Un convento domenicano che dialogava con un tessuto urbano già esistente. Ascoltare l’architetto Maurizio D’Antonio, raccontare L’Aquila e la sua storia, è sempre un viaggio. L’altro giorno, con Archeoclub, è stata la volta del complesso di San Domenico. I secoli, i terremoti, le leggende ed una ricostruzione minuziosa che ha dimostrato come il nucleo fondativo non fu una donazione di Carlo II d’Angiò, ma proprio l’antico convento.
Con i domenicani c’erano gli agostiniani e i francescani, i cosiddetti mendicanti che si insediavano a margine delle città e raccoglievano le elemosine. I tre insediamenti delimitarono un’area urbana abitata già nei primi anni cinquanta del ‘200. Una struttura complessa con i tre cortili, i chiostri e i porticati rimaneggiati a seguito dei terremoti del ‘400 e del ‘700. La rifondazione del 1266 è una maglia che ricorda città francesi e inglesi con lotti edificabili come quelli descritti da Buccio di Ranallo nelle sue cronache. La fondazione dell’Aquila avvenne in un contesto europeo, ed alcune vie radiali in zone della città, dimostrano la preesistenza di tessuti urbani di questo genere, mentre i molti reperti rinvenuti appartengono al primitivo convento, elementi che hanno fatto la storia della ceramica in città, dal ‘200 al ‘500, alcuni, con il suo stemma. L’assetto trecentesco vide quindi un grande convento ed una chiesa intitolata alla Maddalena a cui Carlo II era devoto perché rinvenne le sue reliquie in Provenza, credeva che lo avesse protetto e proprio alla Maddalena, risultano dedicati 12 conventi, ben 11 sono stati ritrovati tra Napoli, Pozzuoli, Brindisi, Manfredonia e la Provenza e nel tempo sono stati poi intitolati a San Domenico, attraverso i domenicani, la corona aveva il controllo politico del territorio, ha spiegato l’architetto.

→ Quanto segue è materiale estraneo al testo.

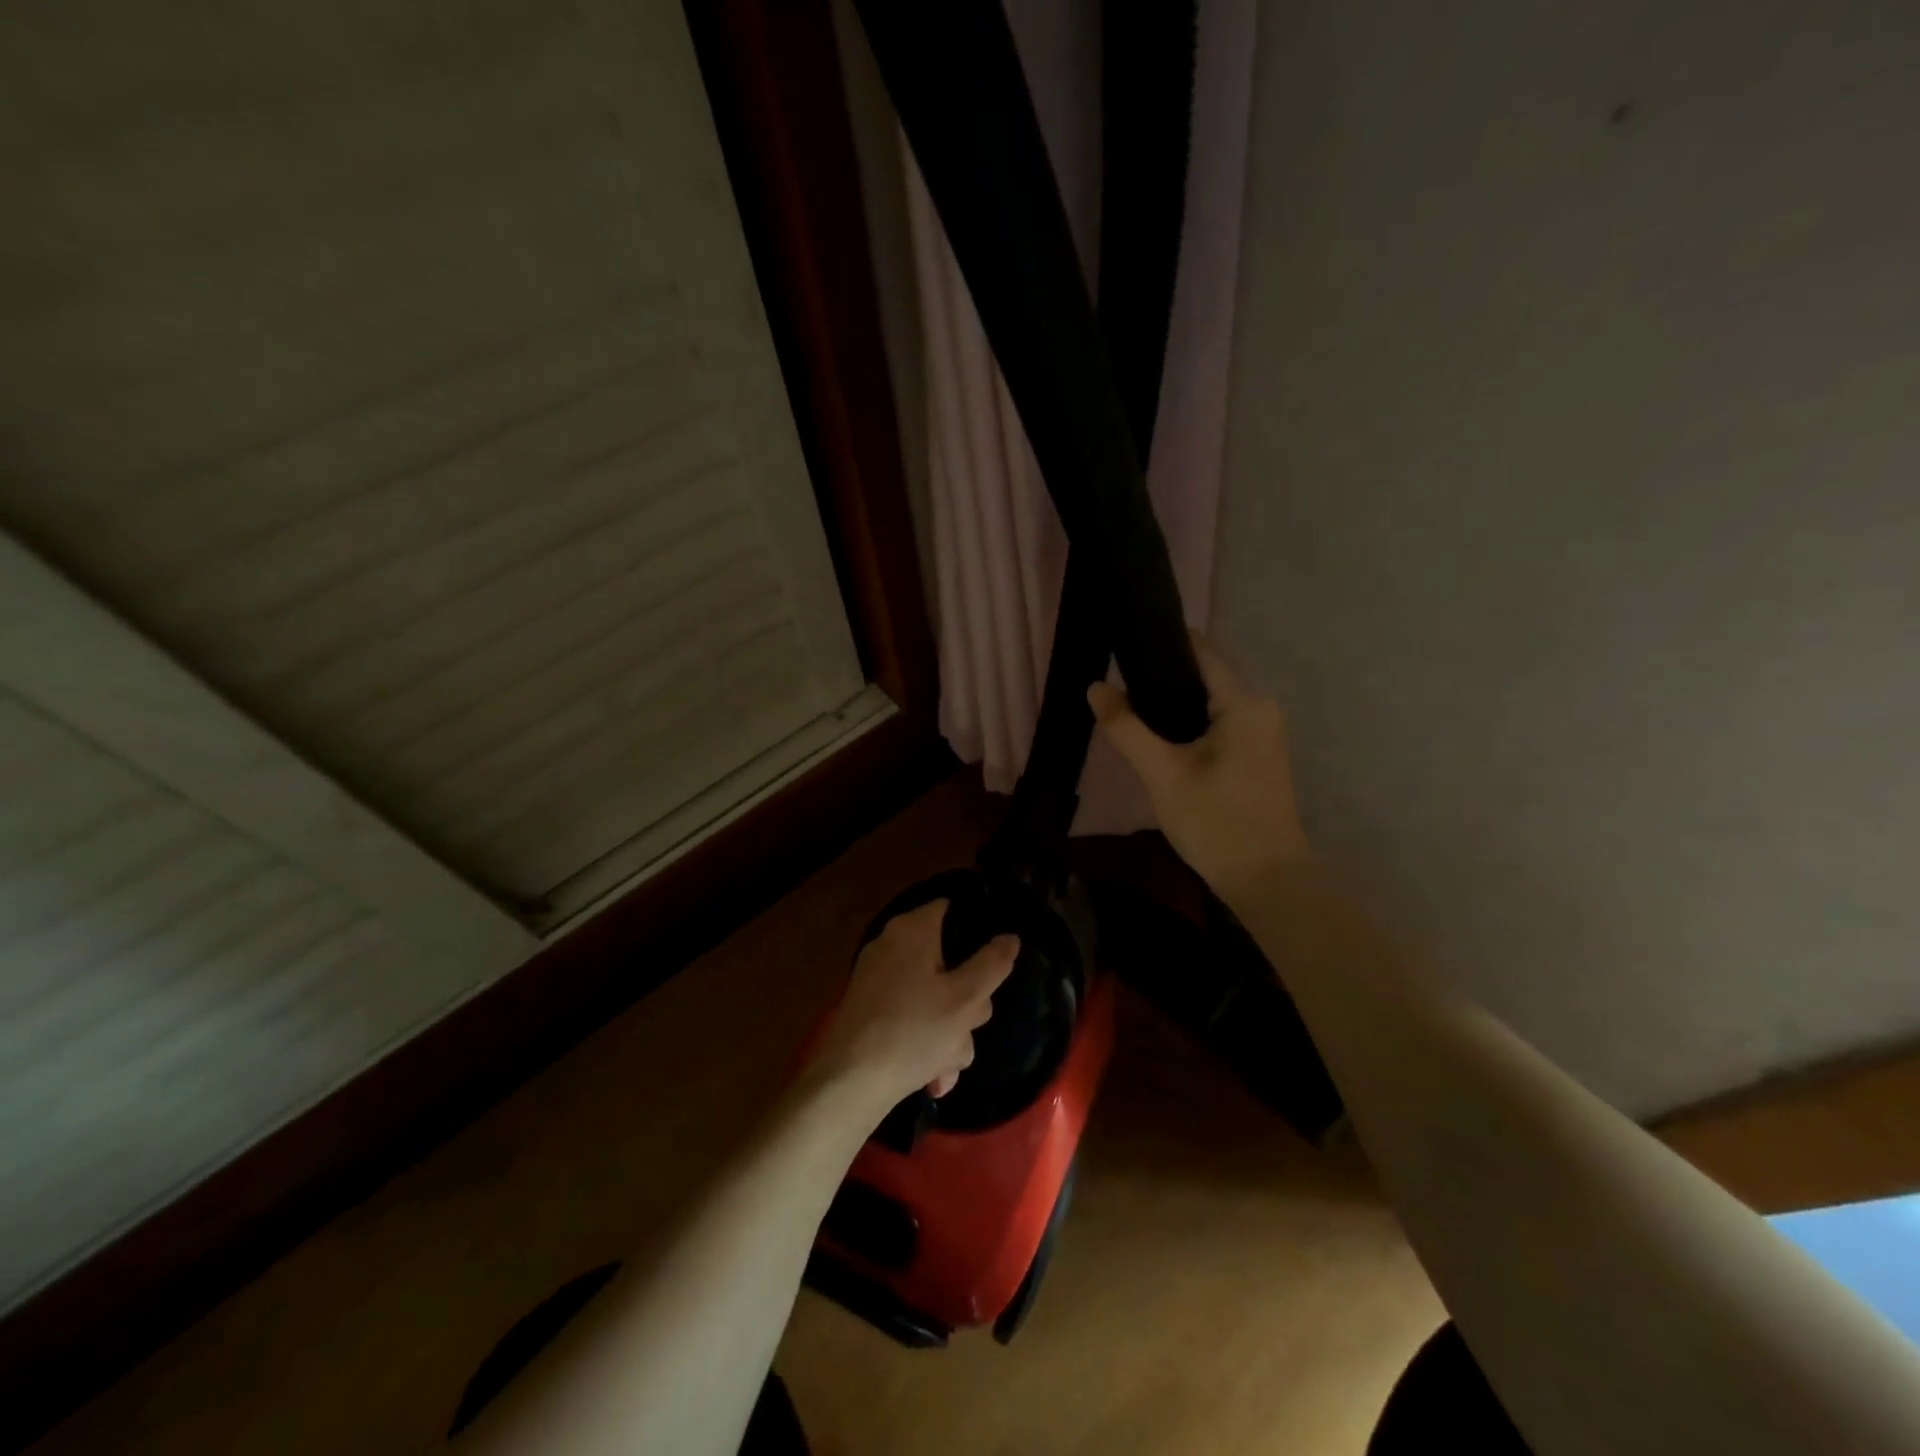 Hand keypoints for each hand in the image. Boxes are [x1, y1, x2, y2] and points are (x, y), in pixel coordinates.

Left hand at [810, 900, 1018, 1105]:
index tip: (994, 962)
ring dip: (949, 1034)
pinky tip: (932, 1077)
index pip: (951, 909)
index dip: (977, 930)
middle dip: (966, 1003)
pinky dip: (924, 1043)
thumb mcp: (966, 999)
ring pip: (932, 998)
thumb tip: (1010, 937)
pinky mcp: (869, 1010)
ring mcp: (877, 979)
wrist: (849, 1084)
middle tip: (969, 1027)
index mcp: (912, 930)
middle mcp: (891, 945)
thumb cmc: (913, 1031)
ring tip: (946, 1067)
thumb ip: (992, 964)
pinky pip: (911, 1017)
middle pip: (948, 962)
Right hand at [1089, 633, 1310, 899]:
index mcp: (1243, 701)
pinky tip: (1161, 736)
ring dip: (1174, 700)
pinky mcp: (1258, 752)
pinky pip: (1220, 719)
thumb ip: (1126, 728)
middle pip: (1205, 672)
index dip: (1160, 643)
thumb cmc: (1216, 822)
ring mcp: (1263, 730)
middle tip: (1117, 685)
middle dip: (1162, 674)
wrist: (1267, 880)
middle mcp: (1260, 706)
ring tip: (1131, 707)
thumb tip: (1095, 687)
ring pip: (1211, 698)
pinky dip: (1190, 720)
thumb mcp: (1162, 774)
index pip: (1199, 650)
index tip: (1121, 645)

Nel chiostro, dove oggi ha sede anche la Corte dei Conti, il pilastro angolare in pietra bianca e rossa, i colori della città, la volta è affrescata, restano elementi lignei nei solai, disegni di matrice francese ed una pianta architettonica complessa, segno che l’ambiente culturale e architettonico in cui nacque era di alto livello, molto al di sopra del luogo. I terremoti del 1461 e del 1703 registrarono crolli nella chiesa, con 600 morti nel ‘700, anche se in quello del ‘400, grazie ai criteri antisismici di allora, il chiostro rimase intatto, i frati vendettero alcune proprietà per finanziare la ricostruzione, la struttura si ampliò verso ovest con un secondo chiostro, la biblioteca e un’infermeria, le famiglie aquilane sostennero i lavori, come gli Antonelli, famiglia di banchieri. Affreschi e loggiato e nei primi del ‘500 ancora una nuova struttura.
Quindi un altro terremoto e poi la soppressione dei conventi con le leggi ottocentesche ed il carcere di San Domenico fino ai giorni nostri, furono distrutti i grandi corridoi per fare le celle, con il recupero recente abbiamo ricostruito ove possibile tutte le volumetrie settecentesche. Le domande aperte sono molte, ha concluso D’Antonio, si spera che nei prossimi lavori di tutto l’apparato decorativo e della pavimentazione della chiesa scopriremo di più.
Il complesso di San Domenico fu riqualificato un mese prima del devastante sisma del 2009, con il Provveditorato ai lavori pubblici e proprio D’Antonio ne seguí i cantieri. Poi gli uffici, il complesso ha infatti ben resistito al terremoto, la Corte dei Conti e l’Avvocatura di Stato, dalle notizie emerse, il chiostro quattrocentesco sarà presto visitabile come pure il Museo delle ceramiche, grazie ad una convenzione tra l’Università e la Sovrintendenza. D’Antonio ha attraversato la storia del convento, ricostruendo un percorso affascinante e appassionato tra conventuali e raffinate tecniche costruttive ed urbanistiche, antisismiche già nel ‘400.